* [Exercise aim]:
Your answer should be the records again, unchanged in wording and free of images.

•••••

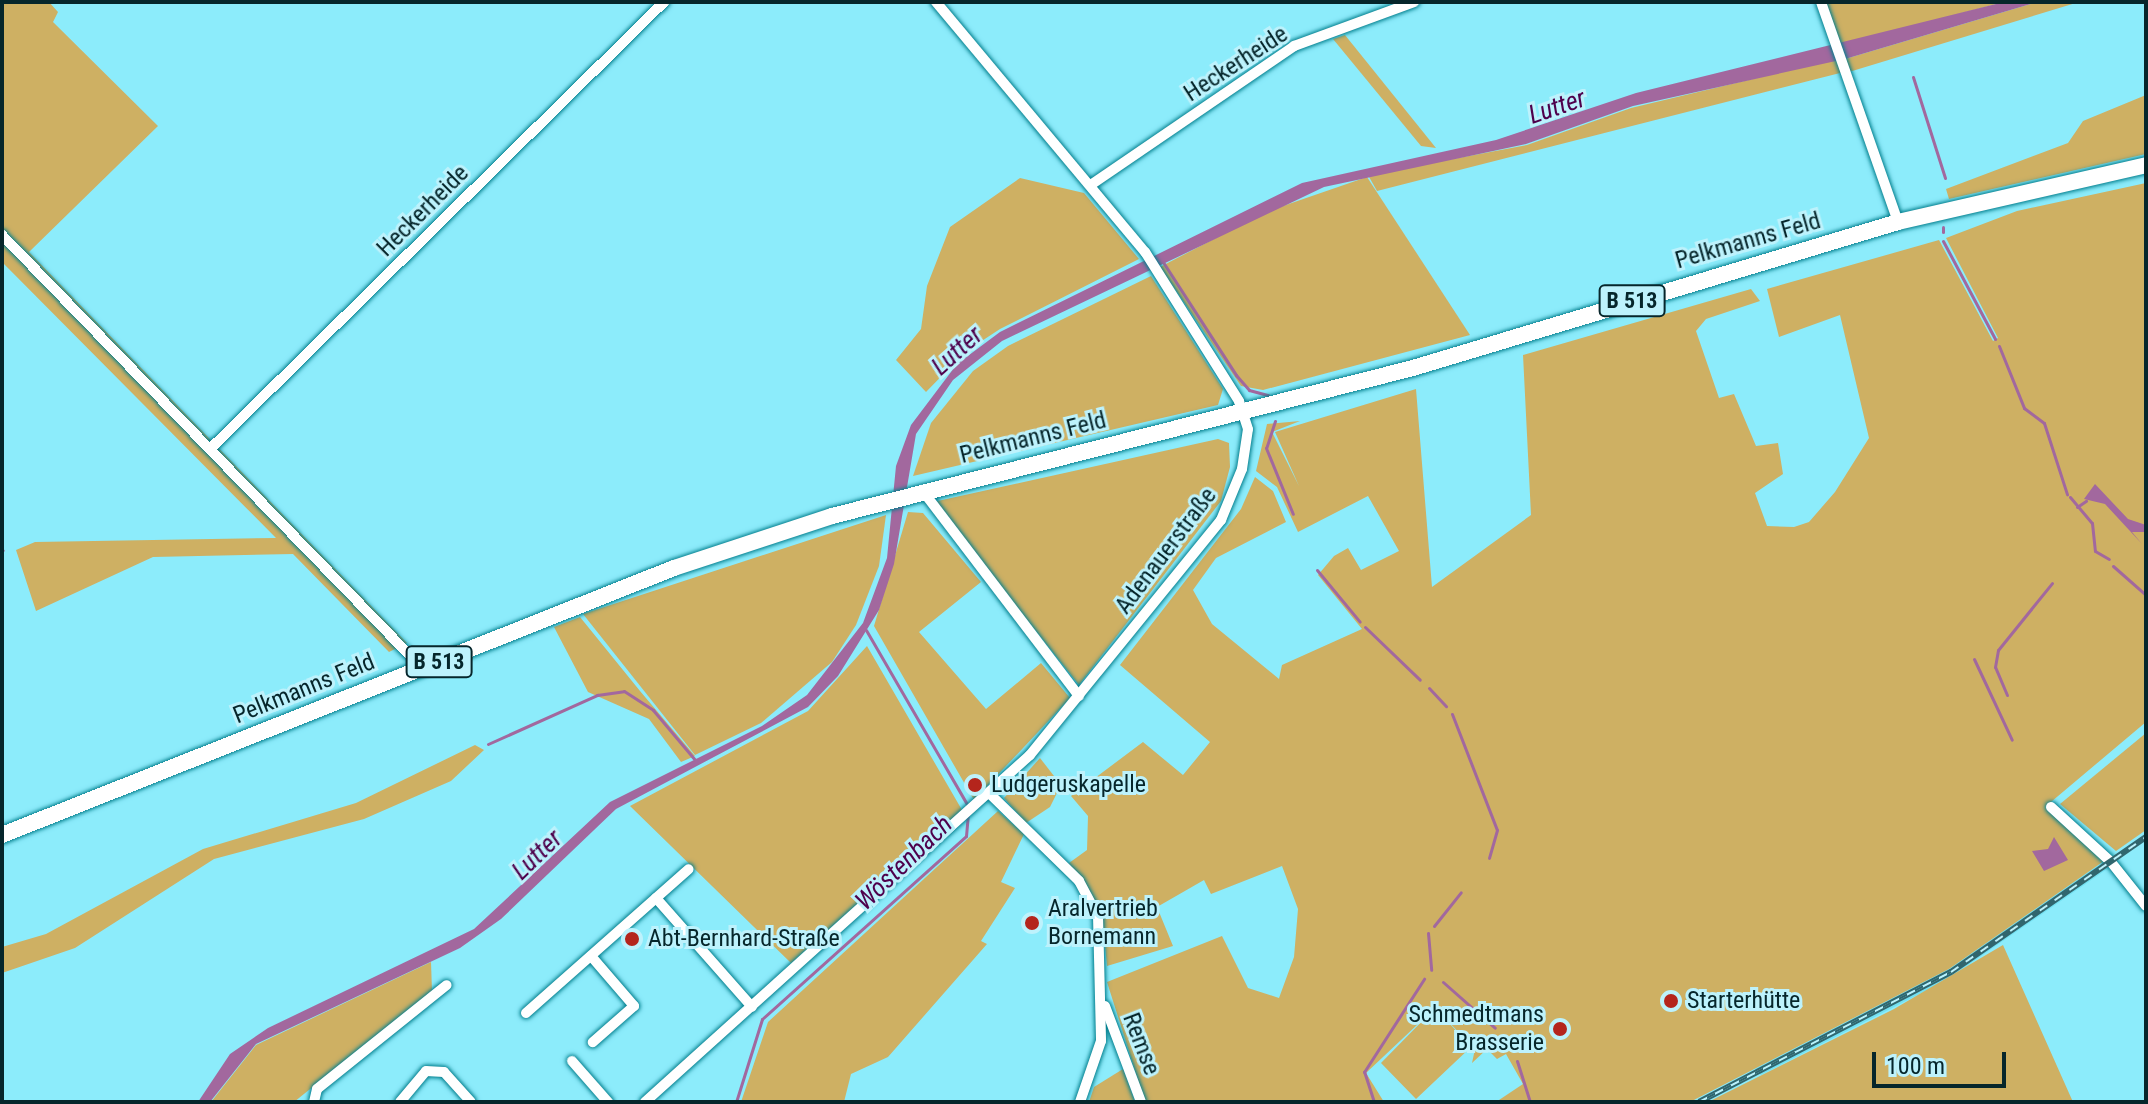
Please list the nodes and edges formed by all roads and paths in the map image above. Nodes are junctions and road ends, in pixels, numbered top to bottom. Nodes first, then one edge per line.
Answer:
1 (664, 2) edge
2 (936, 2) edge
3 (1414, 2) edge
4 (1821, 2) edge
5 (2146, 159) edge
6 (2146, 165) edge
7 (2102, 172) junction
8 (1092, 184) junction
9 (1898, 222) junction
10 (2, 235) edge
11 (1244, 414) junction
12 (211, 448) junction
13 (917, 491) junction
14 (423, 669) junction
15 (1079, 696) junction
16 (991, 795) junction
17 (2051, 807) dead end
18 (2, 835) edge
19 (689, 869) dead end
20 (656, 898) junction
21 (2146, 906) edge
22 (591, 956) junction
23 (447, 985) dead end
24 (1103, 1001) junction
25 (752, 1007) junction
26 (526, 1013) dead end
27 (593, 1042) dead end
28 (572, 1061) dead end
29 (650, 1100) edge
30 (314, 1102) edge
31 (400, 1102) edge
32 (471, 1102) edge
33 (608, 1102) edge
34 (1080, 1102) edge
35 (1141, 1102) edge

1 - 12 street, Heckerheide
2 - 8 street
3 - 8 street, Heckerheide
4 - 9 street
5 - 7 main road, Pelkmanns Feld / B 513
6 - 7 main road, Pelkmanns Feld / B 513
7 - 9 main road, Pelkmanns Feld / B 513
8 - 11 street
9 - 11 main road, Pelkmanns Feld / B 513
10 - 12 street
11 - 13 main road, Pelkmanns Feld / B 513
11 - 15 street, Adenauerstraße
12 - 14 street
13 - 14 main road, Pelkmanns Feld / B 513
13 - 15 street
14 - 18 main road, Pelkmanns Feld / B 513
15 - 16 street, Adenauerstraße
16 - 24 street
16 - 25 street, Adenauerstraße
17 - 21 street
19 - 20 street
20 - 22 street
20 - 25 street
22 - 26 street
22 - 27 street
23 - 30 street
24 - 34 street
24 - 35 street, Remse
25 - 29 street, Adenauerstraße
28 - 33 street
31 - 32 street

•••••

* [Problem solution]:
Please list the nodes and edges formed by all roads and paths in the map image above. Nodes are junctions and road ends, in pixels, numbered top to bottom. Nodes first, then one edge per line.
Answer:
1 (664, 2) edge
2 (936, 2) edge
3 (1414, 2) edge
4 (1821, 2) edge
5 (2146, 159) edge
6 (2146, 165) edge
7 (2102, 172) junction
8 (1092, 184) junction
9 (1898, 222) junction
10 (2, 235) edge
11 (1244, 414) junction
12 (211, 448) junction
13 (917, 491) junction
14 (423, 669) junction
15 (1079, 696) junction
16 (991, 795) junction
17 (2051, 807) dead end
18 (2, 835) edge
19 (689, 869) dead end
20 (656, 898) junction
21 (2146, 906) edge
22 (591, 956) junction
23 (447, 985) dead end
24 (1103, 1001) junction
25 (752, 1007) junction
26 (526, 1013) dead end
27 (593, 1042) dead end
28 (572, 1061) dead end
29 (650, 1100) edge
30 (314, 1102) edge
31 (400, 1102) edge
32 (471, 1102) edge
33 (608, 1102) edge
34 (1080, 1102) edge
35 (1141, 1102) edge

1 - 12 street, Heckerheide
2 - 8 street
3 - 8 street, Heckerheide
4 - 9 street
5 - 7 main road, Pelkmanns Feld / B 513
6 - 7 main road, Pelkmanns Feld / B 513
7 - 9 main road, Pelkmanns Feld / B 513
8 - 11 street
9 - 11 main road, Pelkmanns Feld / B 513
10 - 12 street
11 - 13 main road, Pelkmanns Feld / B 513
11 - 15 street, Adenauerstraße
12 - 14 street
13 - 14 main road, Pelkmanns Feld / B 513
13 - 15 street
14 - 18 main road, Pelkmanns Feld / B 513
15 - 16 street, Adenauerstraße
16 - 24 street
16 - 25 street, Adenauerstraße
17 - 21 street
19 - 20 street
20 - 22 street
20 - 25 street
22 - 26 street
22 - 27 street
23 - 30 street
24 - 34 street
24 - 35 street, Remse
25 - 29 street, Adenauerstraße
28 - 33 street
31 - 32 street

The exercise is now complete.